Stored items:

•••••

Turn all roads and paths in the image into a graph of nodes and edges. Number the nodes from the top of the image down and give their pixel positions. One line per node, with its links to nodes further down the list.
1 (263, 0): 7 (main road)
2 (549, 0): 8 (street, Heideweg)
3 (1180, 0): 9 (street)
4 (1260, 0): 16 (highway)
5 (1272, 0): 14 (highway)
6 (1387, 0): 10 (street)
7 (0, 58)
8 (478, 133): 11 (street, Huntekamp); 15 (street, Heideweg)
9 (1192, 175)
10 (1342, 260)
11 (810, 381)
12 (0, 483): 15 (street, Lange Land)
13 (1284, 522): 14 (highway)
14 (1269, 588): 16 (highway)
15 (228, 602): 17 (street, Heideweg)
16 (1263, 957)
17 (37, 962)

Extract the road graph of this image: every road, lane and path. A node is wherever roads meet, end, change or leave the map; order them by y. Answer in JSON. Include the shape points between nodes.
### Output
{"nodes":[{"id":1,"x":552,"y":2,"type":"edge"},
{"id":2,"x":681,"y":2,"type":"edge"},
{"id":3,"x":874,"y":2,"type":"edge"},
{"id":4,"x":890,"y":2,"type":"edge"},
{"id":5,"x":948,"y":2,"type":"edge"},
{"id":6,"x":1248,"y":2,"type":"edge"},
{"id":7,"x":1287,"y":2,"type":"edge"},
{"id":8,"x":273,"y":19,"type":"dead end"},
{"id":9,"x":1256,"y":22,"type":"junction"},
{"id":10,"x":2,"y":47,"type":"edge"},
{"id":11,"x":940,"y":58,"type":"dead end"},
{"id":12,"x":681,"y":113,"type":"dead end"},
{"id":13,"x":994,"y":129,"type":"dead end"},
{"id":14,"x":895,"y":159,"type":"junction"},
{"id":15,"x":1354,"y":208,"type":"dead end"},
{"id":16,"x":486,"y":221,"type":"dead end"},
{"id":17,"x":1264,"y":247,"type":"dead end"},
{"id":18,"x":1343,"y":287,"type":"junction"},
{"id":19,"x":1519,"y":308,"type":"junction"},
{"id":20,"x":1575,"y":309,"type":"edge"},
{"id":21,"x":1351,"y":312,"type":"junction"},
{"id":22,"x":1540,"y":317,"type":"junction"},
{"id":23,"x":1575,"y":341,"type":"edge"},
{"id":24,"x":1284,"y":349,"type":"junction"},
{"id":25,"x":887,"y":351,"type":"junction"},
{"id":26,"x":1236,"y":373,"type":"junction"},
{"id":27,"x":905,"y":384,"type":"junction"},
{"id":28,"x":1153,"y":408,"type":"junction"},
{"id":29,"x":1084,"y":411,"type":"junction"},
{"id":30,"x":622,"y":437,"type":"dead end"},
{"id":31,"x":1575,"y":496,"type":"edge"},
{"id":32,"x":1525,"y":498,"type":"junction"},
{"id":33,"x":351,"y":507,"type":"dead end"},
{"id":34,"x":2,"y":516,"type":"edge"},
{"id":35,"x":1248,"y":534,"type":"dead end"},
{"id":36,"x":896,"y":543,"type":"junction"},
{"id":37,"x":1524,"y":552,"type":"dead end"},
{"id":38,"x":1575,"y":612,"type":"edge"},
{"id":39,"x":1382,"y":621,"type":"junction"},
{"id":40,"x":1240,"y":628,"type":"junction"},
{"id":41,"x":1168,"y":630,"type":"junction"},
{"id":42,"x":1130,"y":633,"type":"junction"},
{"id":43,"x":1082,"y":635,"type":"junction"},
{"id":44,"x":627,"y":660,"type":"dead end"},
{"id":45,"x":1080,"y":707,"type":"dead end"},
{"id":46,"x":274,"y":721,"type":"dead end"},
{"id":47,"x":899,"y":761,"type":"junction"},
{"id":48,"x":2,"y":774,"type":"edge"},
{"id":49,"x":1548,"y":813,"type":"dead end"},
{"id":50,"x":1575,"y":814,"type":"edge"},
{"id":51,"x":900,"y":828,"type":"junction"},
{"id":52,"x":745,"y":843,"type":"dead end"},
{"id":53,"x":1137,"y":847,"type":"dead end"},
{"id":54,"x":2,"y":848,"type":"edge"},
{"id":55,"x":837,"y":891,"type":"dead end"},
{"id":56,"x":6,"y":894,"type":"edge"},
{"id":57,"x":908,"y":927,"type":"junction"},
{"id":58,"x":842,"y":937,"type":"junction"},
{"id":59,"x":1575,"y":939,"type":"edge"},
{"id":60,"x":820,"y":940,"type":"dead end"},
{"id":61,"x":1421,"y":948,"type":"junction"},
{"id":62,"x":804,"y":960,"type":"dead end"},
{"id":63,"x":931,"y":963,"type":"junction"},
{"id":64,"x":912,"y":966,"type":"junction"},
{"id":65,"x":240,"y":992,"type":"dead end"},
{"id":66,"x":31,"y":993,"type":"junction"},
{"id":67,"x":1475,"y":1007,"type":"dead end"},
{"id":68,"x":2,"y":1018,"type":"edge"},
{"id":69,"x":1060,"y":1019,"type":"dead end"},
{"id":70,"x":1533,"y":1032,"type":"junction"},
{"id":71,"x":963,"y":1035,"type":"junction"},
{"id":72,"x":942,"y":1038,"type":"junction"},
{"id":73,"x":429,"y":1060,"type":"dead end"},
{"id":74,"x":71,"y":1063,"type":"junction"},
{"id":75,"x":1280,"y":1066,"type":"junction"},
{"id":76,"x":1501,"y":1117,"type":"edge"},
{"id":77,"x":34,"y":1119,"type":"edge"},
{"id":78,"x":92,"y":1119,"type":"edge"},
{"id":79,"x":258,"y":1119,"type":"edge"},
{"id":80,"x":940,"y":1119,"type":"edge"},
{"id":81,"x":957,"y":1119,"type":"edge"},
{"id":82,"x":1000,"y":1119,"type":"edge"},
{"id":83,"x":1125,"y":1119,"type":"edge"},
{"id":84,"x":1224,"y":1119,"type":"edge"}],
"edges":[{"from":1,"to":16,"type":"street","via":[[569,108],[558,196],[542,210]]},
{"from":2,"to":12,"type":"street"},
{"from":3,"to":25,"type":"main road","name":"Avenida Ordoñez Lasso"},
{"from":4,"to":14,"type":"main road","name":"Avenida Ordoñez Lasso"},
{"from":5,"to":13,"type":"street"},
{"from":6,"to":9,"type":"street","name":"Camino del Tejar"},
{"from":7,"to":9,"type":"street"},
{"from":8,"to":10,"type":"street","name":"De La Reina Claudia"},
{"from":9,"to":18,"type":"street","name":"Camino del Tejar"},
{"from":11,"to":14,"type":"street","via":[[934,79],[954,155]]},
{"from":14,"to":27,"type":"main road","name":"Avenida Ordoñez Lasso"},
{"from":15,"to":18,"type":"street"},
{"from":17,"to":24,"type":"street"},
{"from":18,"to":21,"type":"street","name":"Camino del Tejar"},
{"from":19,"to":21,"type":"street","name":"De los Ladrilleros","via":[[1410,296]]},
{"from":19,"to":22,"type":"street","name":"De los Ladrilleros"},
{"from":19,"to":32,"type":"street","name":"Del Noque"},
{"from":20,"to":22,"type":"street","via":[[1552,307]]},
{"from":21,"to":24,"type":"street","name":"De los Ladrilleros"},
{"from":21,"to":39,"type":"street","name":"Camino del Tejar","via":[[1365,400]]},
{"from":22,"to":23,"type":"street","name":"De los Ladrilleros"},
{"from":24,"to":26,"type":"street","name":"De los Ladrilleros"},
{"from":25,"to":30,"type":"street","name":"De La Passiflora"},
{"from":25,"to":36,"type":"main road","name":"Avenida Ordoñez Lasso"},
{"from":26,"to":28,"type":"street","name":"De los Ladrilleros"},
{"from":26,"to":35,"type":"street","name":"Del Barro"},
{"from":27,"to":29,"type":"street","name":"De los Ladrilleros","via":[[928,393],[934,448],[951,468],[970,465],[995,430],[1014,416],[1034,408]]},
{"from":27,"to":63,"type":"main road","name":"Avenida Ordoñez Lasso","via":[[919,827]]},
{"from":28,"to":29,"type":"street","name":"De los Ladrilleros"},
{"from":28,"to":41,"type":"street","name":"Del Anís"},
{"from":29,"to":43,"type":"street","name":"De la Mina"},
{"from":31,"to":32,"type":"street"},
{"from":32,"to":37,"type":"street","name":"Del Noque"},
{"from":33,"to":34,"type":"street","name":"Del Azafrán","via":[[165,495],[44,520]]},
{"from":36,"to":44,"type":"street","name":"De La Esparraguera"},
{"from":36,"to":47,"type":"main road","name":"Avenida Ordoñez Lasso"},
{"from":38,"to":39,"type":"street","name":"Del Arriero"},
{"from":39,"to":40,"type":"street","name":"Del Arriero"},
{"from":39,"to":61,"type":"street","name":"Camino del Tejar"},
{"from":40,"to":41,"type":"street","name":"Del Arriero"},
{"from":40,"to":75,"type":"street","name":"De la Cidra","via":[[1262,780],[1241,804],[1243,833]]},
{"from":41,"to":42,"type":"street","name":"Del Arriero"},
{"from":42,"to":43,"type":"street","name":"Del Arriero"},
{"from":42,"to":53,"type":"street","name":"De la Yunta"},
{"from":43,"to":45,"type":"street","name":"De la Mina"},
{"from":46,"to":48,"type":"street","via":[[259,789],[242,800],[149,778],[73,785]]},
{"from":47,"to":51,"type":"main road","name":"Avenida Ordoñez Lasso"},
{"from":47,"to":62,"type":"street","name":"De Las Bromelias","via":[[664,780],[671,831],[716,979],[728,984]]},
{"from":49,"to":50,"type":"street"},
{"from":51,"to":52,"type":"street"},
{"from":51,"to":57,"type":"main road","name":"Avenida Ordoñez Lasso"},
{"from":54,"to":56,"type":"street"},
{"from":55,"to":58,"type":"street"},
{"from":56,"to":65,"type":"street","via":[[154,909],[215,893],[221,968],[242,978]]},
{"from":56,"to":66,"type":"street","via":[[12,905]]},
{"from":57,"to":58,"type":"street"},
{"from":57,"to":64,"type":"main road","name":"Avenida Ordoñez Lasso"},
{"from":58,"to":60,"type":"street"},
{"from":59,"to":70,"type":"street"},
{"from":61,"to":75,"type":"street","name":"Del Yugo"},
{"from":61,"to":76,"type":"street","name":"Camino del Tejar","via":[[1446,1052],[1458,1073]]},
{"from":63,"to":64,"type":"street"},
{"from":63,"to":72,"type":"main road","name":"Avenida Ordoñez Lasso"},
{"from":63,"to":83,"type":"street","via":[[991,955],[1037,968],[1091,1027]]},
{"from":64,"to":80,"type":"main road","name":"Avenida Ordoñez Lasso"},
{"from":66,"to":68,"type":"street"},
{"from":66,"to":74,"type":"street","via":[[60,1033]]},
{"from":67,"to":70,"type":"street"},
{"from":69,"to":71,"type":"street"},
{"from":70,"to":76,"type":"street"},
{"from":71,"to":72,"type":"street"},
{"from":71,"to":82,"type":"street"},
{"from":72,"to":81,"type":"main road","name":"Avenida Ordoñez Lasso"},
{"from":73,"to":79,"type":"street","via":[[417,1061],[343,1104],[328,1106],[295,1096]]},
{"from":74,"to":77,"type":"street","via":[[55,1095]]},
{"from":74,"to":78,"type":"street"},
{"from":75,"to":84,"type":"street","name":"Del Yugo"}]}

•••••

Problem description: Please return the lines above exactly, from the first one down to the line with "Extract the road", and stop after that line.

Finished task:
Turn all roads and paths in the image into a graph of nodes and edges. Number the nodes from the top of the image down and give their pixel positions. One line per node, with its links to nodes further down the list.
1 (263, 0): 7 (main road)
2 (549, 0): 8 (street, Heideweg)
3 (1180, 0): 9 (street)
4 (1260, 0): 16 (highway)
5 (1272, 0): 14 (highway)
6 (1387, 0): 10 (street)
7 (0, 58)
8 (478, 133): 11 (street, Huntekamp); 15 (street, Heideweg)
9 (1192, 175)
10 (1342, 260)
11 (810, 381)
12 (0, 483): 15 (street, Lange Land)
13 (1284, 522): 14 (highway)
14 (1269, 588): 16 (highway)
15 (228, 602): 17 (street, Heideweg)
16 (1263, 957)
17 (37, 962)

Extract the road graph of this image: every road, lane and path. A node is wherever roads meet, end, change or leave the map; order them by y. Answer in JSON. Include the shape points between nodes.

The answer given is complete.